Его плечи вздымаются, когда он делает вдох, возвращаясь к реальности. Он идет на кухню, берет стакан с виски на столе, подносит его к губам и вливает себе в глотку.
Ирония всего этого в том, что он берет свою Библию с прилавка рядом с ним.
— Ты думаешь, что Бог поможет тебе, пока ты убиваешь свою печень? — чревоугодие занимает довольно высокое место в его списке того, что не следует делать.
Я могу быть ублюдком, но, по крайней мере, я не лицемер.
Полностью игнорируя мое заявление, он заявляет: — Не сомневайся в моей вере, сынок. И я не хочу, чтобы ты больше с ними тусовался. Сожжение той ивы было последней каплей, Рук. Ты понятия не имеешь, за какие ниточки нужно было потянуть, чтобы избавить тебя от этого.
Я усмехаюсь, хватаю свою толстовку со спинки дивана. Натягиваю ее через голову, тяну вниз по телу.

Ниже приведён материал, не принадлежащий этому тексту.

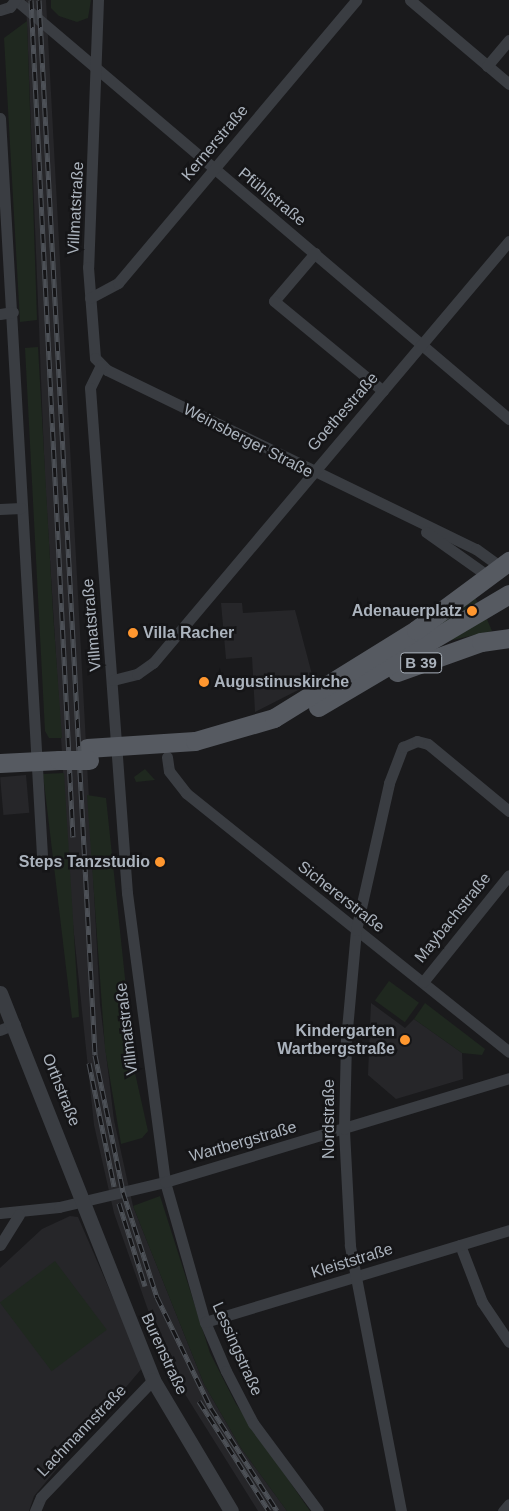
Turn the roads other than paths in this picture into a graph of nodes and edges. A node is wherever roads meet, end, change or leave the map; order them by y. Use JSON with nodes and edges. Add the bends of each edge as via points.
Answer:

— Последней каплей. Первой соломинкой. Неважно, чувак. — повернувшись к нему лицом, когда иду задом, я широко раскидываю руки. — Ты не можешь удержать меня от них. Этого никогда не случится. Точно так же, как я не смогу помешать тебе опустошить всю бутылку сегодня вечером. Помни, я дьявол. Дьявол делает, что хочет.